The --id can be any hexadecimal id you want. It’s up to you to avoid collisions.

Then you’ll need to generate and sign a self-signed X.509 certificate for this keypair (you’ll need both the PEM form and the DER form):

/usr/local/opt/openssl/bin/openssl << EOF
engine -t dynamic \
    -pre SO_PATH:/usr/local/lib/engines/engine_pkcs11.so \
    -pre ID:pkcs11 \
    -pre LIST_ADD:1 \
    -pre LOAD \
    -pre MODULE_PATH:/usr/local/lib/opensc-pkcs11.so
req -engine pkcs11 -new -key 0:10 -keyform engine \
    -out cert.pem -text -x509 -days 3640 -subj '/CN=Danielle Madeley/'
x509 -in cert.pem -out cert.der -outform der
EOF

The flag -key 0:10 identifies the token and key id (see above when you created the key) you’re using. If you want to refer to a different token or key id, you can change these.

And import it back into your HSM:

pkcs11-tool --module /usr/local/lib/opensc-pkcs11.so -l \
    --write-object cert.der --type cert \
    --id 10 --label 'Danielle Madeley'

You can then configure gnupg-agent to use gnupg-pkcs11-scd. Edit the file ~/.gnupg/gpg-agent.conf:

scdaemon-program /usr/local/bin/gnupg-pkcs11-scd
pinentry-program /usr/local/bin/pinentry-mac

And the file ~./gnupg/gnupg-pkcs11-scd.conf:

providers nitrokey
provider-nitrokey-library /usr/local/lib/opensc-pkcs11.so

gnupg-pkcs11-scd is pretty nifty in that it will throw up a (pin entry) dialog if your token is not available, and is capable of supporting multiple tokens and providers.

Reload gpg-agent:

gpg-agent --server gpg-connect-agent << EOF
RELOADAGENT
EOF

Check your new agent is working:

gpg --card-status

Get your key handle (grip), which is the 40-character hex string after the phrase KEY-FRIEDNLY (sic):

gpg-agent --server gpg-connect-agent << EOF
SCD LEARN
EOF

Import this key into gpg as an ‘Existing key’, giving the key grip above:

gpg --expert --full-generate-key

You can now use this key as normal, create sub-keys, etc:

gpg -K
/Users/danni/.gnupg/pubring.kbx
-------------------------------
sec> rsa2048 2017-07-07 [SCE]
 1172FC7B4B5755750C65F9A544B80C280F80807C
 Card serial no. = 4B43 53233131
uid [ultimate] Danielle Madeley <danielle@madeley.id.au>

echo -n "Hello World" | gpg --armor --clearsign --textmode

Side note: the curses-based pinentry doesn’t deal with piping content into stdin, which is why you want pinentry-mac.

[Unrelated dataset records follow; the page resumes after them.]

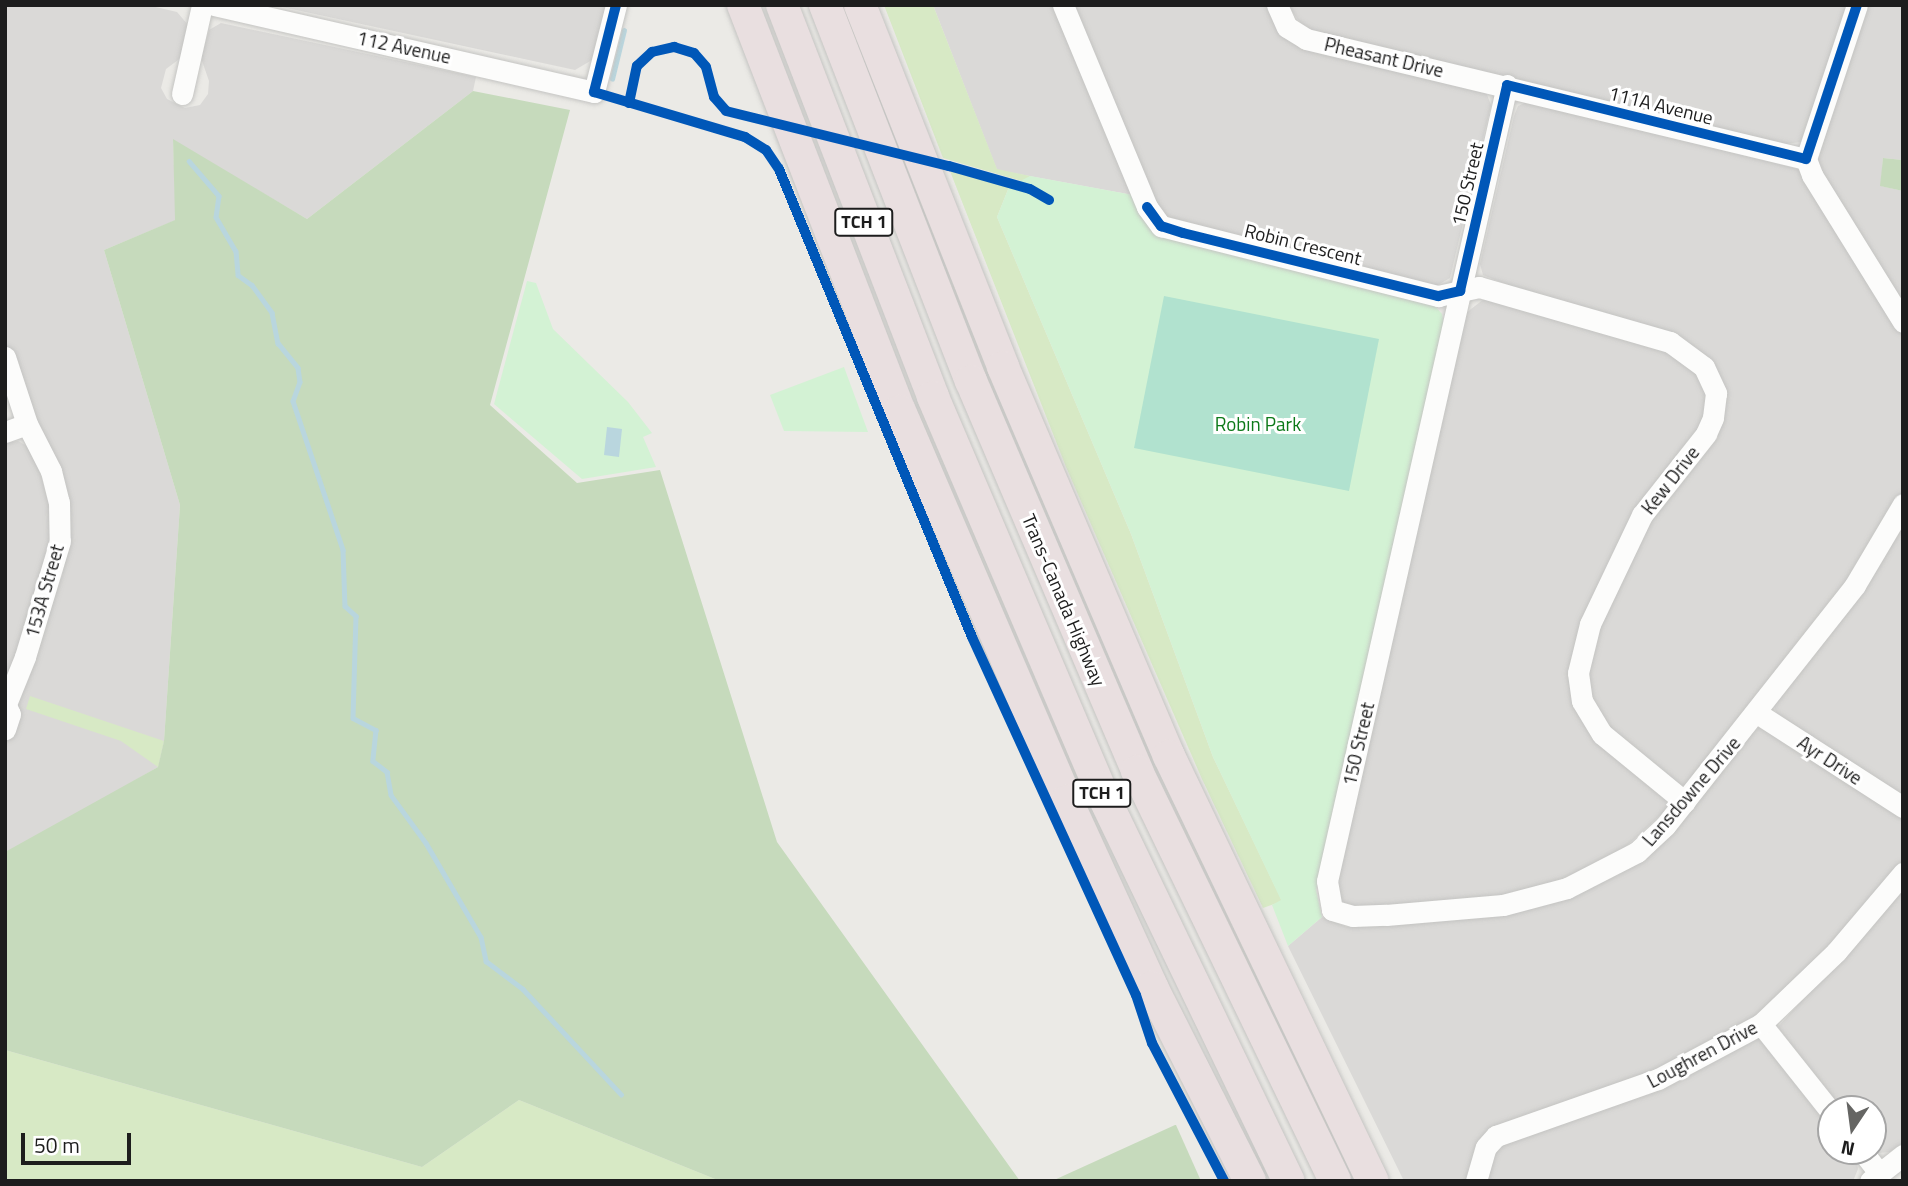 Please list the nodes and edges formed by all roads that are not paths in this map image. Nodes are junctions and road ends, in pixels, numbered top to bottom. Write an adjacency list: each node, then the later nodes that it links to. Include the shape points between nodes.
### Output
1 (202, 5): 14 (street)
2 (214, 5): 3 (street, 112 Avenue, via 594,92)
3 (616, 5)
4 (743, 5): 33 (highway, via 900,411 1067,801 1152,987)
5 (776, 5): 12 (highway)
6 (782, 5): 12 (highway, TCH 1)
7 (825, 5): 35 (highway, Trans-Canada Highway / TCH 1, via 971,381 1137,771)
8 (860, 5): 36 (highway, via 1003,367 1169,756)
9 (1063, 5): 16 (street, Robin Crescent, via 1147,208 1161,226 1438,296)
10 (1277, 5): 13 (street, Pheasant Drive, via 1287,27 1299,36)
11 (1857, 5): 15 (street)
12 (796, 46): 34 (highway, TCH 1, via 933,397 1100,787)
13 (1507, 85): 15 (street, 111A Avenue); 16 (street, 150 Street)
14 (182, 94)
15 (1806, 159): 17 (street)
16 (1460, 291): 25 (street, Kew Drive, via 1479,287 1661,339 1687,352 1710,376 1716,403 1706,434 1642,515 1590,624 1578,673 1582,701 1602,734); 28 (street, 150 Street, via 1327,881)
17 (1903, 322)
18 (5, 357): 19 (street, 153A Street)
19 (27, 424): 20 (street); 22 (street, 153A Street, via 51,471 59,502 60,541)
20 (5, 432)
21 (1903, 504): 23 (street, Lansdowne Drive, via 1855,585)
22 (6, 704): 24 (street, 153A Street, via 10,714)
23 (1757, 713): 25 (street, Lansdowne Drive); 26 (street, Ayr Drive)
24 (5, 729)
25 (1685, 802): 28 (street, Lansdowne Drive, via 1652,839 1621,863 1548,894 1464,910 1353,916)
26 (1903, 807)
27 (1903, 873): 29 (street, Loughren Drive, via 1836,952)
28 (1332, 910)
29 (1761, 1024): 30 (street); 37 (street, Loughren Drive, via 1658,1079 1496,1136 1486,1147)
30 (1817, 1095)
31 (1903, 1155): 32 (street)
32 (1875, 1177)
33 (1250, 1181)
34 (1289, 1181)
35 (1335, 1181)
36 (1373, 1181)
37 (1476, 1181) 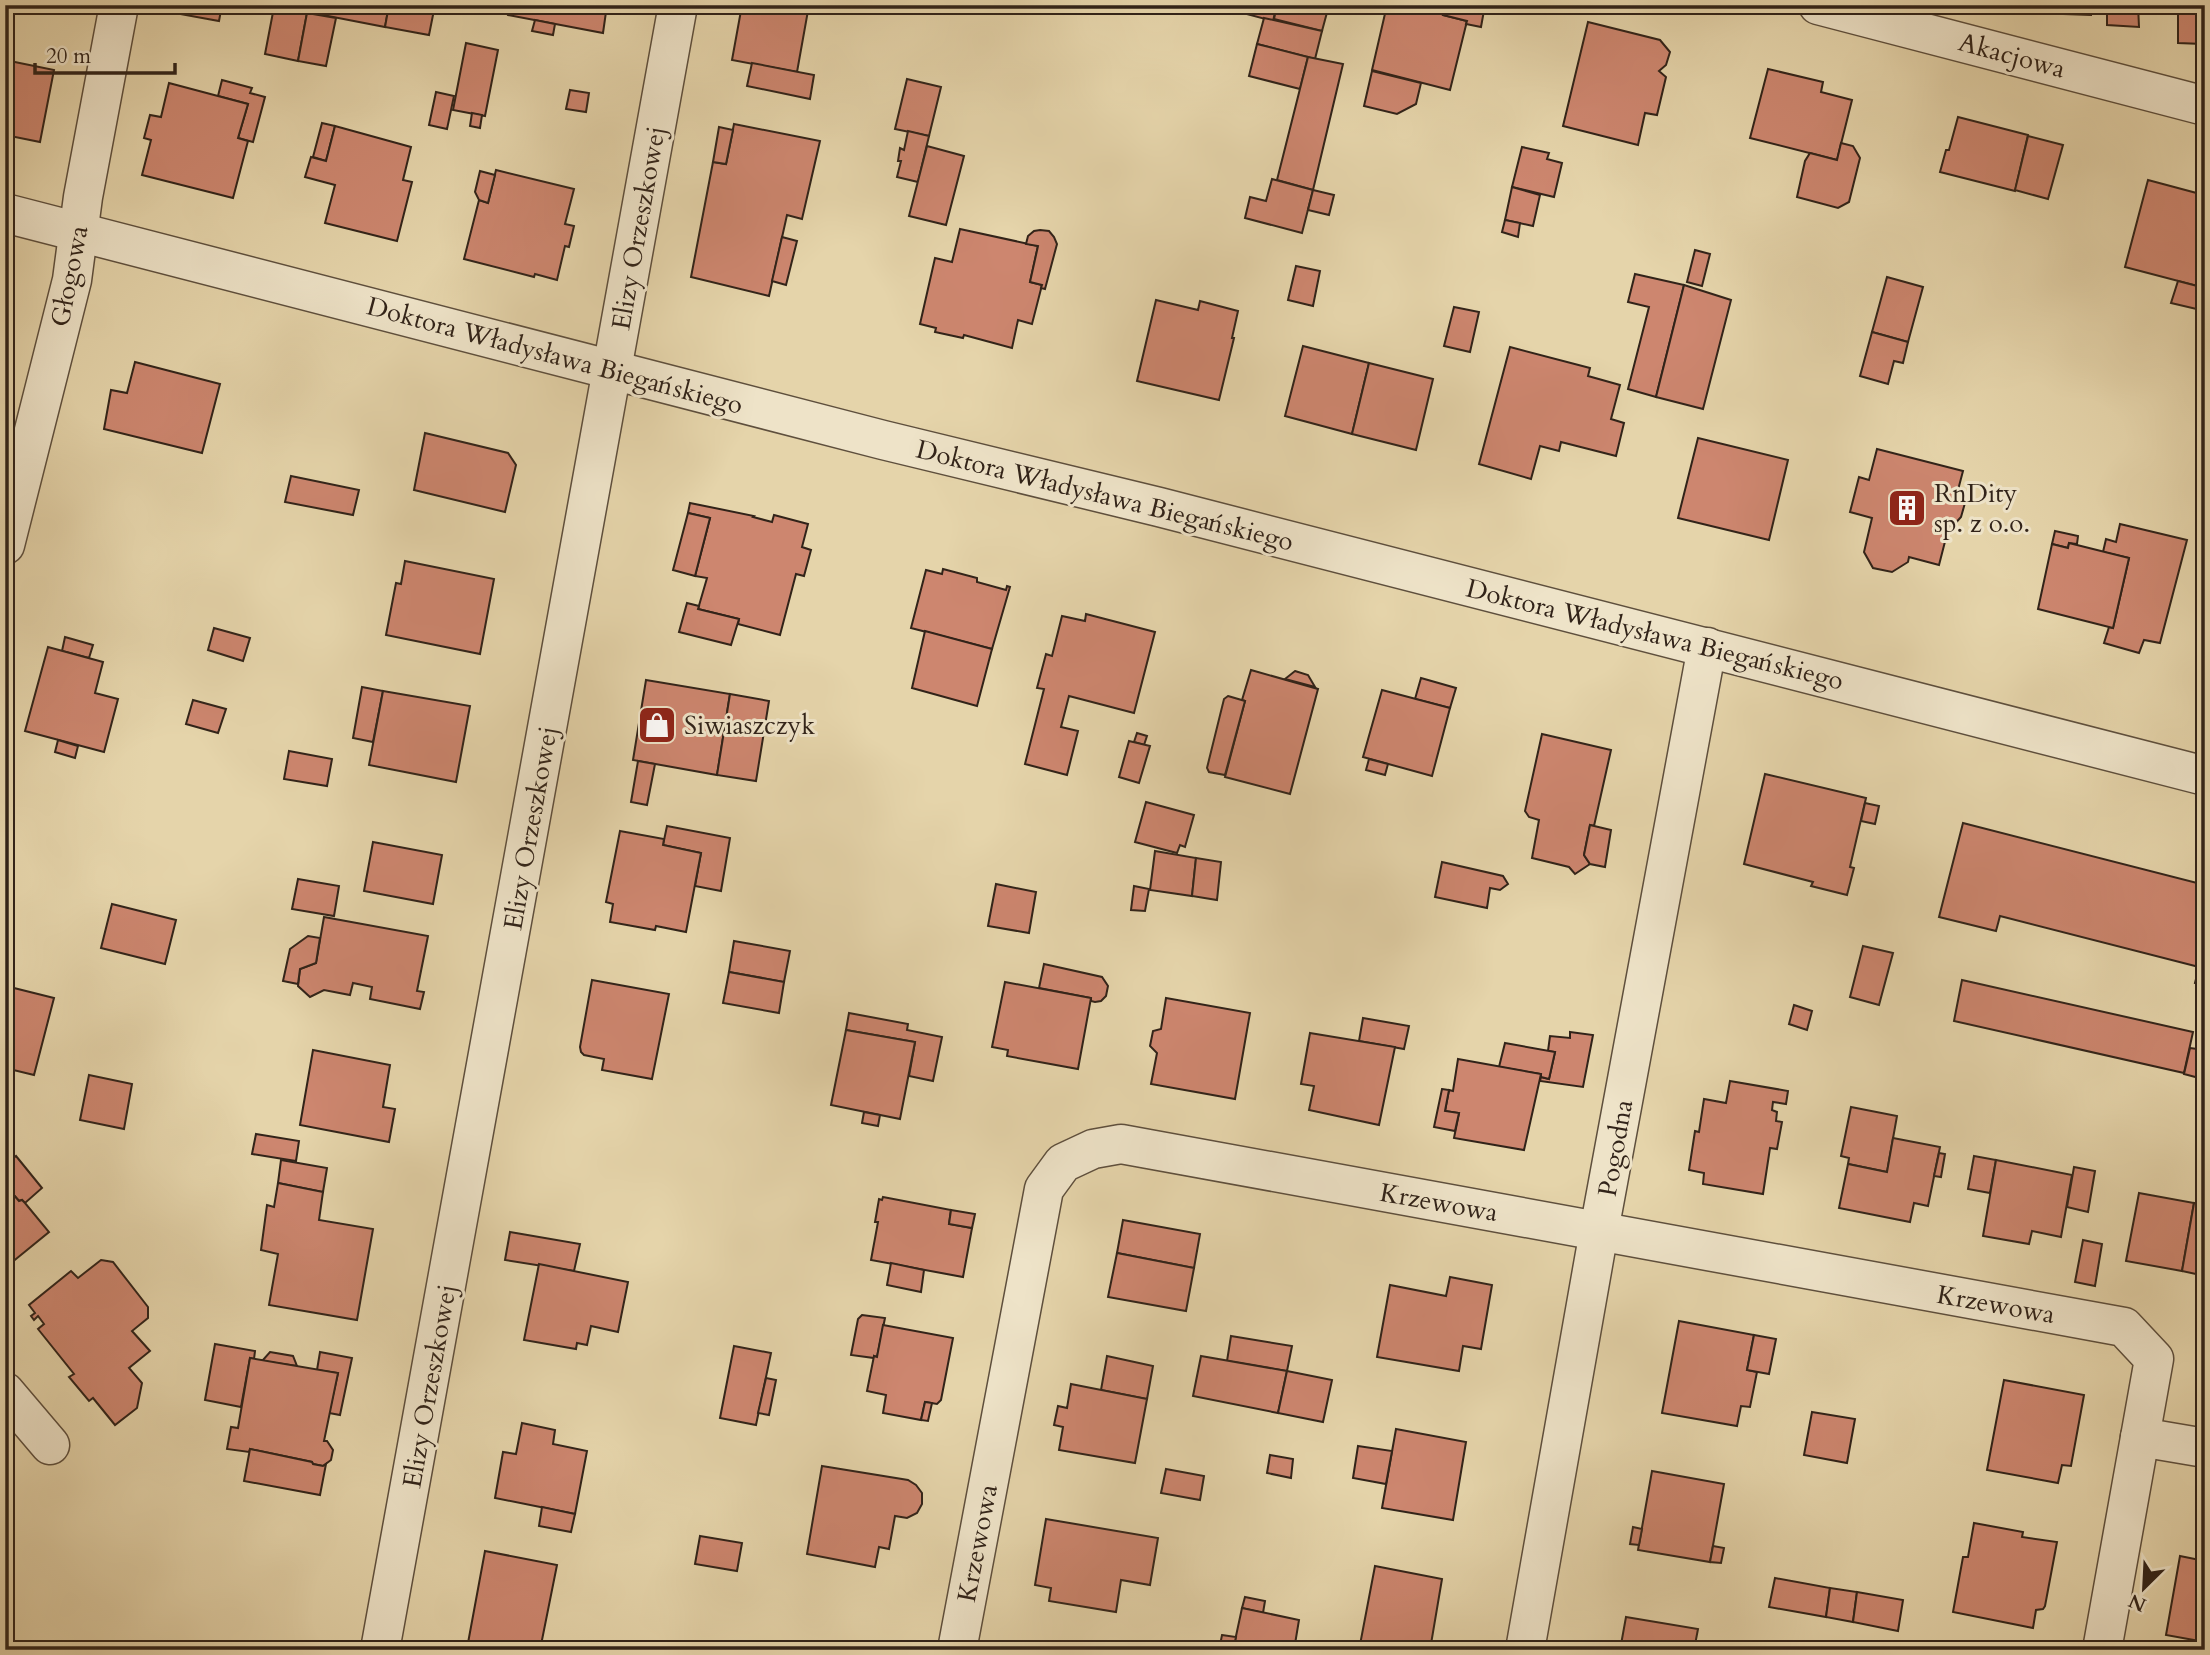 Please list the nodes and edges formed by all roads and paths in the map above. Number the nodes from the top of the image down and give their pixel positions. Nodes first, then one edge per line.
1 (119, 5) edge
2 (678, 5) edge
3 (1818, 5) edge
4 (2205, 106) edge
5 (5, 213) edge
6 (79, 232) junction
7 (613, 370) junction
8 (5, 545) edge
9 (1707, 647) junction
10 (2205, 776) edge
11 (1599, 1231) junction
12 (5, 1392) edge
13 (2140, 1437) junction
14 (50, 1445) dead end
15 (2205, 1448) edge
16 (380, 1650) edge
17 (957, 1650) edge
18 (1525, 1650) edge
19 (2102, 1650) edge

1 - 6 street, Głogowa
2 - 7 street, Elizy Orzeszkowej
3 - 4 street, Akacjowa
5 - 6 street, Doktora Władysława Biegańskiego
6 - 7 street, Doktora Władysława Biegańskiego
6 - 8 street, Głogowa
7 - 9 street, Doktora Władysława Biegańskiego
7 - 16 street, Elizy Orzeszkowej
9 - 10 street, Doktora Władysława Biegańskiego
9 - 11 street, Pogodna
11 - 13 street, Krzewowa
11 - 17 street, Krzewowa
11 - 18 street, Pogodna
12 - 14 street
13 - 15 street
13 - 19 street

Terminal console showing a gpg signing command. Over the top is a dialog box prompting the user to insert her Nitrokey token

You can also import your certificate into gpgsm:

gpgsm --import < ca-certificate
gpgsm --learn-card

And that’s it, now you can sign your git tags with your super-secret private key, or whatever it is you do. Remember that you can’t exfiltrate the secret keys from your HSM in the clear, so if you need a backup you can create a DKEK backup (see the SmartcardHSM docs), or make sure you’ve generated that revocation certificate, or just decided disaster recovery is for dweebs.

python-pkcs11 with the Nitrokey HSM

So my Nitrokey HSM arrived and it works great, thanks to the Nitrokey peeps for sending me one.

Because the OpenSC PKCS #11 module is a little more lightweight than some of the other vendors, which often implement mechanisms that are not actually supported by the hardware (e.g. the Opencryptoki TPM module), I wrote up some documentation on how to use the device, focusing on how to extract the public keys for using outside of PKCS #11, as the Nitrokey doesn’t implement any of the public key functions.

Nitrokey with python-pkcs11

This also encouraged me to add a whole bunch more of the import/extraction functions for the diverse key formats, including getting very frustrated at the lack of documentation for little things like how OpenSSL stores EC public keys (the answer is as SubjectPublicKeyInfo from X.509), although I think there might be some operating system specific glitches with encoding some DER structures. I think I need to move from pyasn1 to asn1crypto.